Я не могу сказать Нойбургу, что начал сомневаться в разумном замысле Машин. Не может быть разумным демиург, который одобряет и разрешает деятельность таких людей, как Гален.
– Мне снится солнце… – осторожно ответил я, – бег по траве, шум листвы. Снится, что небо зовёт нас обратно к себе.
– В нас всех живёт тоска по утраченному. Не забывай, Фиолетовая Смерть никогда больше не выпустит нас наружу.
Впервые в голосе Нойбурга сквозь статику прорезались эмоции. Тень на экране дёрнулась от помех – словно ожила на мгновение.
– Ступай к новым свершениям с лёгкой душой, Джосайя.
Зелёный прямоугольник экрана погас.
Мокрая от пота рубашка липла к спине.
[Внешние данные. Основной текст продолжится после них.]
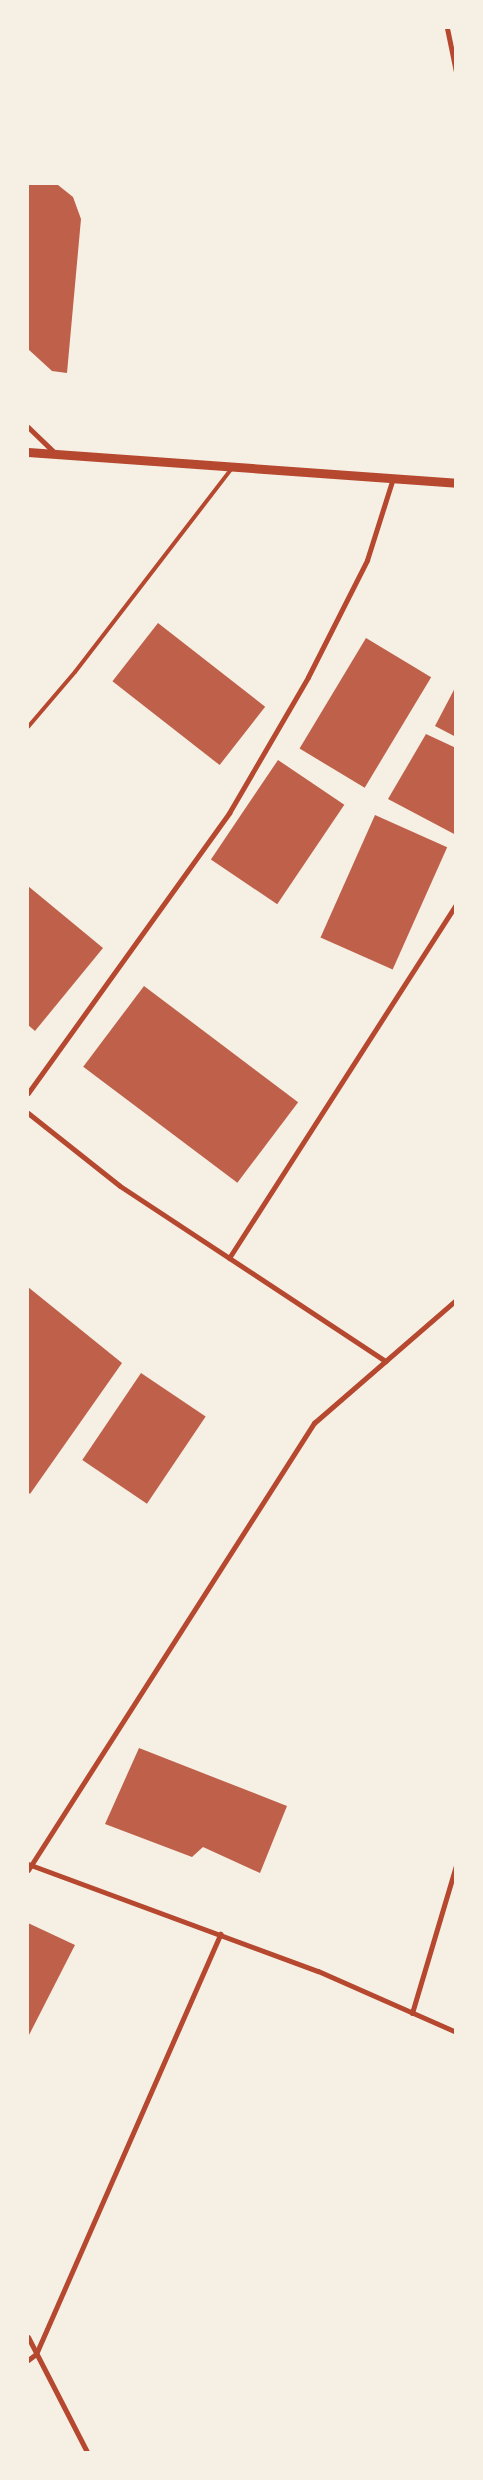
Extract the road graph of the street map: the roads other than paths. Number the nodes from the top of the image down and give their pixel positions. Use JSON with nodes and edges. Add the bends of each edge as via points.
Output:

Воздух неприятно холодил тело, проникая под куртку на ходу. Я передёрнулся и вжал голову в плечи.
Бригитта же как будто сама излила душу исповеднику – она явно повеселела и теперь вышагивала рядом со мной.
– Ну что, святоша, получил порцию наставлений?
Я молча кивнул.
– Ну и слава Франку. А то я уже уснуть успела.
– Врёшь.
– Хочешь уровень мелатонина у меня измерить?
– Он разрушается от солнечного света.
– Да тут этого света-то нет!..
Она продолжала говорить и говорить что-то: про работу, про своих подруг, заинтересованных в знакомстве с молодым чиновником, про вчерашний суп и снова про работу. Беззлобные подколки и сплетни слились в белый шум, накатывающий на меня ровными и пологими волнами. Мало-помалу они смыли с поверхности мозга липкую пелену страха.
Я согрелся от быстрой ходьбы и даже расстегнул куртку. Лучше выбросить разговор с Нойбургом из головы поскорее. Я получил тот ответ, который хотел услышать.
– Слушай, Бридж!.. Бридж!
– …ну я ему и сказала… Что?
– Ты слушаешь?
– Да, говори уже.
– Куда в Городе можно сходить на с-с…
– С-с-собеседование?
Бридж хитро улыбнулась и пихнула меня локтём в бок так сильно, что я пошатнулся.
– Чтобы с-собеседование прошло удачно, – продолжила она, – нужно какое-то особенное место.
– Вот-вот. Я даже и не знаю, что тут…
– Сходи с ней в парк.
– С кем? Куда?
Бридж смерила меня таким взглядом, что я решил больше не отпираться. В конце концов, уж сестра-то может знать, с кем я общаюсь и почему.
Я недовольно буркнул:
– Ладно, ладно. Не знал, что в Городе есть парк. Это же что-то с деревьями, да? Откуда они здесь?
– Никаких деревьев. Это сложно объяснить. Ты сам всё увидишь.
– И где он находится?
– В одном из зданий Сектора Запад. Я тебе пришлю карту – ты только напомни, а то забуду.
– Парк в здании?
– В подвале. Я же сказала, ты сам всё увидишь.
– Ладно…
– Даже если она там уже бывала, всё равно сходите. По крайней мере, в парке вам никто не помешает.
Бридж снова попыталась проткнуть меня локтём, но на этот раз я был готов и смог увернуться.
– Спасибо. Наверное.
– С тебя пиво.
– А сейчас-то мы куда идём? Управление Горных Дел совсем в другой стороне.
– У меня сегодня смена вообще-то, господин беззаботный чиновник.
С этими словами Бридж указала в сторону и вверх. Я посмотрел в указанном направлении – потом перевёл взгляд выше… и ещё выше.
Прямо под небесами ползла маленькая клетушка – словно пятнышко грязи, приставшее к стеклу купола. Её перечёркивал крест. Линии креста казались нитями тоньше волоса; на самом деле это толстенные стальные канаты, перетягивающие клетку с работником с места на место. Словно огромный принтер, таскающий печатающую головку над рабочим столом, только перевёрнутый вверх ногами.